Chapter 7 and Podcast 7 from Superconnected

Students are telling me that chapter 7 is their favorite in Superconnected. I guess that’s to be expected: it’s the one focusing on relationships, and that means friendship, dating, flirting, sex, and other things that make life fun. As the book does at every turn, though, it looks at the downside of such things along with the upside: the conflicts and problems that interpersonal relationships bring to our lives. Keeping in mind that digital relationships are not necessarily bound by some of the limitations inherent in the physical world, this chapter also looks at their lifespan — their ability to transcend physical life and death.

 

 

Social connections and relationships often outlast and outlive the physical. This has always been the case. In hearing stories of people who lived before us (such as ancestors or historical figures), or seeing photos or videos, we can feel a connection to them. In my research, which is excerpted throughout the book, many of the people I interviewed told me of deep connections with long-deceased family members, some of whom they’d never met, as in:

 

My great-grandmother – there’s a giant picture of her in my mom’s house. Everyone’s always telling me we look alike and that I’ve got some of her traits…I’ve heard a lot of stories about her. And yeah, I feel connected to her.

 

Depicted via video, audio, and photos, individuals can remain visually and cognitively present even after they are physically gone. Digital technologies can increase this sense of presence in unique ways. Holograms provide the illusion of movement through space. Through digital editing, musical duets have been sung with people who have passed away. Images can be spliced into an existing photo or video or movie to make it seem as though people are physically together when they may have been separated by many years. While intellectually it may be understood that someone who has been digitally depicted is no longer alive, the experience can be genuine and resonant and deepen and enhance bonding. The same processes that helps us feel connected to people who live many miles away, then, can help us feel connected to the deceased.
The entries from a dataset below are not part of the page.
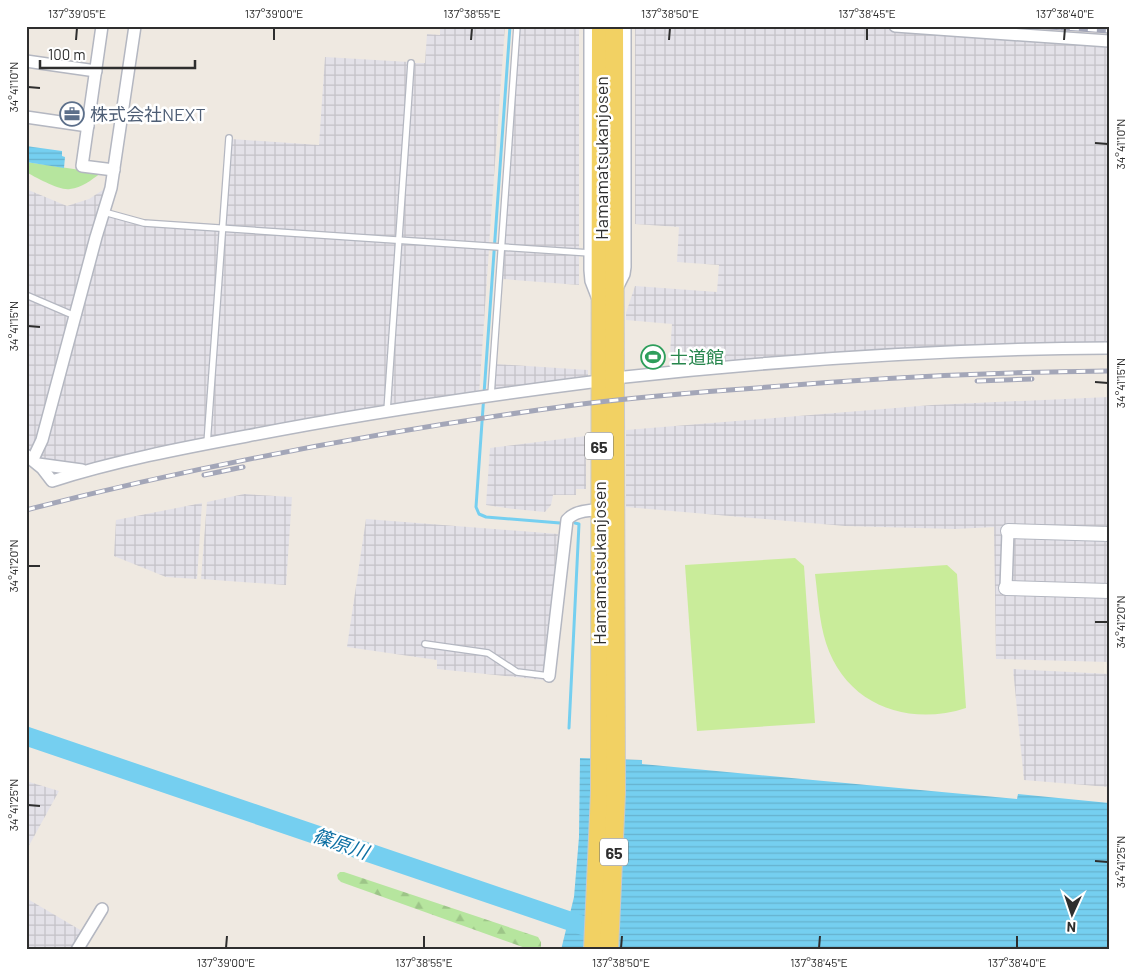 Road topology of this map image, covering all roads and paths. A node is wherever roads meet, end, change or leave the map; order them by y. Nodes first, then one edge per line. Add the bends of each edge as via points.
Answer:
1 (102, 26) edge
2 (135, 26) edge
3 (517, 26) edge
4 (590, 26) edge
5 (601, 26) edge
6 (614, 26) edge
7 (625, 26) edge
8 (895, 26) edge
9 (1109, 42) edge
10 (26, 61) edge
11 (411, 63) dead end
12 (96, 71) junction
13 (26, 117) edge
14 (88, 126) junction
15 (228, 138) dead end
16 (608, 138) junction
17 (114, 170) junction
18 (104, 212) junction
19 (222, 228) junction
20 (399, 241) junction
21 (500, 248) junction
22 (590, 254) junction
23 (614, 292) junction
24 (26, 295) edge
25 (601, 304) junction
26 (75, 316) junction
27 (1109, 348) edge
28 (607, 379) junction
29 (486, 396) junction
30 (387, 411) junction
31 (207, 444) junction
32 (33, 459) edge
33 (605, 501) junction
34 (1008, 531) joint
35 (1109, 534) edge
36 (1006, 588) joint
37 (1109, 591) edge
38 (425, 644) dead end
39 (549, 676) joint
40 (608, 747) junction
41 (102, 909) dead end
42 (77, 950) edge
43 (593, 950) edge
44 (609, 950) edge

1 - 12 street
2 - 17 street
3 - 21 lane
4 - 22 street
5 - 16 main road, Hamamatsukanjosen / 65
6 - 16 main road, Hamamatsukanjosen / 65
7 - 23 street via 625,267
8 - 9 street
10 - 12 street
11 - 20 lane
12 - 14 street
13 - 14 street
14 - 17 street via 82,166
15 - 19 lane
16 - 23 main road, Hamamatsukanjosen / 65
16 - 25 main road, Hamamatsukanjosen / 65
17 - 18 street
18 - 19 lane via 144,223
18 - 26 street
19 - 20 lane
19 - 31 lane
20 - 21 lane
20 - 30 lane
21 - 22 lane
21 - 29 lane
22 - 25 street via 591,281
23 - 28 main road, Hamamatsukanjosen / 65
24 - 26 lane
25 - 28 main road, Hamamatsukanjosen / 65
26 - 32 street via 42,440
27 - 28 street via 1020,348 846,358
28 - 29 street
28 - 33 main road, Hamamatsukanjosen / 65
29 - 30 street
30 - 31 street
31 - 32 street via 87,470
33 - 39 street via 567,520
33 - 40 main road, Hamamatsukanjosen / 65
34 - 35 street
34 - 36 street
36 - 37 street
38 - 39 lane via 488,654 517,672
40 - 43 main road, Hamamatsukanjosen / 65
40 - 44 main road, Hamamatsukanjosen / 65 via 615,832
41 - 42 street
The dead also live on on the internet and in social media. While individuals were once sequestered in funeral parlors and gravesites after their deaths, social media and digital technologies have helped to reposition death as a more visible, even social, event. Internet and social media platforms enable user profiles to be reworked to form ongoing memorials and to gather publics together as mourners around them (Berlant 2008). Blogs and websites are set up as a repository of photos and testimonials. Funeral homes have created online spaces for memories to be shared.
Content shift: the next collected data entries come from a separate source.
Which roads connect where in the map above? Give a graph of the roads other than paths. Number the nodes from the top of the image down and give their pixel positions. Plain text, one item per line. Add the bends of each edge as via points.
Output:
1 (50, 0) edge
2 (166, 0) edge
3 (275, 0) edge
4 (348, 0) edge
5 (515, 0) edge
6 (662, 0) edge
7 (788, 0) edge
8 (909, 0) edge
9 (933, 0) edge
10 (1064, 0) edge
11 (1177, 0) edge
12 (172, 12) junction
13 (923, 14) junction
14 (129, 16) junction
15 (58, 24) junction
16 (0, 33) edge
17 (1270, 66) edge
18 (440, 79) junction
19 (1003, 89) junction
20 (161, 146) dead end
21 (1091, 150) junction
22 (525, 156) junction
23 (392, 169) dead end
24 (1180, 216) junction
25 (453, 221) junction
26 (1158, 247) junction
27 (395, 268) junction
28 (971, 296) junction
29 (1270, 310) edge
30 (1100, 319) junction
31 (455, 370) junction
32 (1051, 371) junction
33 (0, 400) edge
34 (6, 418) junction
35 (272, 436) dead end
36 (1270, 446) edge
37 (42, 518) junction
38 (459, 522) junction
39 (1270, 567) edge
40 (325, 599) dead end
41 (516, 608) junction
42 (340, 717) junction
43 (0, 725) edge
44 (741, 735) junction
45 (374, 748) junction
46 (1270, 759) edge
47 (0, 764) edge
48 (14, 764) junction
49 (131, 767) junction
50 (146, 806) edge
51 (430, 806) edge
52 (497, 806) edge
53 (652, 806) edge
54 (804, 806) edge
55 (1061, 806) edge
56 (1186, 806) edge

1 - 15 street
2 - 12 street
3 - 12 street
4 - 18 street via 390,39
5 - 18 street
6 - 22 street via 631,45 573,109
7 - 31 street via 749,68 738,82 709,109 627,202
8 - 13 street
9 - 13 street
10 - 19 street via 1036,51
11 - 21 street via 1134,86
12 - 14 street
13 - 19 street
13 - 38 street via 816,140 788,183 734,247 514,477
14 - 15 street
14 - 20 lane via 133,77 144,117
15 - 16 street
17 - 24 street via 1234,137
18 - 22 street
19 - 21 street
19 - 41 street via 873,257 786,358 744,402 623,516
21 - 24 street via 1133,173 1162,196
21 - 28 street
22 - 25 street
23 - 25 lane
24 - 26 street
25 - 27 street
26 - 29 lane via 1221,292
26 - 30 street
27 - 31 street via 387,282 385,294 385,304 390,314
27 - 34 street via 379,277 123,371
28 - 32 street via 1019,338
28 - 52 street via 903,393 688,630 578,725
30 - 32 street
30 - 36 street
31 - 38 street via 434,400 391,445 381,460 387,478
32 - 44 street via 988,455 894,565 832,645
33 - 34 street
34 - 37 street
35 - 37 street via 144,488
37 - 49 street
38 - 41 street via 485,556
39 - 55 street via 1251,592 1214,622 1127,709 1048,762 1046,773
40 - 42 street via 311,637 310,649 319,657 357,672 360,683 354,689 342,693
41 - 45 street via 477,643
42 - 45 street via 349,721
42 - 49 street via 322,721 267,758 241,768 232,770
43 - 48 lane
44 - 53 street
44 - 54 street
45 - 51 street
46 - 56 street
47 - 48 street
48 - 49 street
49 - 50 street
Those who have died are not only remembered and spoken of but often spoken to on social media, demonstrating the desire to keep the memory of the deceased alive and even the desire to remain in some kind of contact with him or her. Social media sometimes seems to have a kind of “airborne” quality that may encourage the feeling that the deceased can be somehow “reached” across time and space. Though this is obviously a purely emotional response, it can still provide comfort in a very difficult and transitional time. As another of my interviewees related:

 

I witnessed and participated in my first electronic memorial service. People gave loving testimonial after testimonial about how this dear woman had helped them in their time of need, how she touched their lives, how much they would miss her and glad they were that her suffering was over..in spite of the fact that they had never met her! This woman’s impact was legendary and most of the people she helped with her messages of support and love, never knew how ill she really was….I will never forget the impact that memorial service had on me…..as I read the messages on the screen I literally cried. I am not sure who I was crying for — the woman who had died or the people who expressed how wonderful she was and how much she had meant to them.

 

As such a testimony indicates, even those who have never been met face-to-face can be grieved for, and this grief can expressed, via digital technology.

The deceased can be digitally reimagined as an audience with whom one can “interact.” Messages may be directed to those who have passed away, sometimes on memorial sites that persist for many years, even indefinitely. Photos and videos of the deceased are widely shared and spread. Those who may be unwelcome can intrude on the open online memorial; different audiences or contexts can also come into contact, initiating “context collapse” even after death (Marwick and Ellison 2012). Social media, then, can provide a kind of channel by which the dead can remain in physical space and where it can feel like we are encountering them and experiencing a type of interaction with them.

In all these ways, and many more to come, what it means to be present to one another, and in interaction, is changing. Truly, the human lifespan has in effect become digitally expanded.

We see the flexibility, the malleability, of many aspects of social life, throughout Superconnected.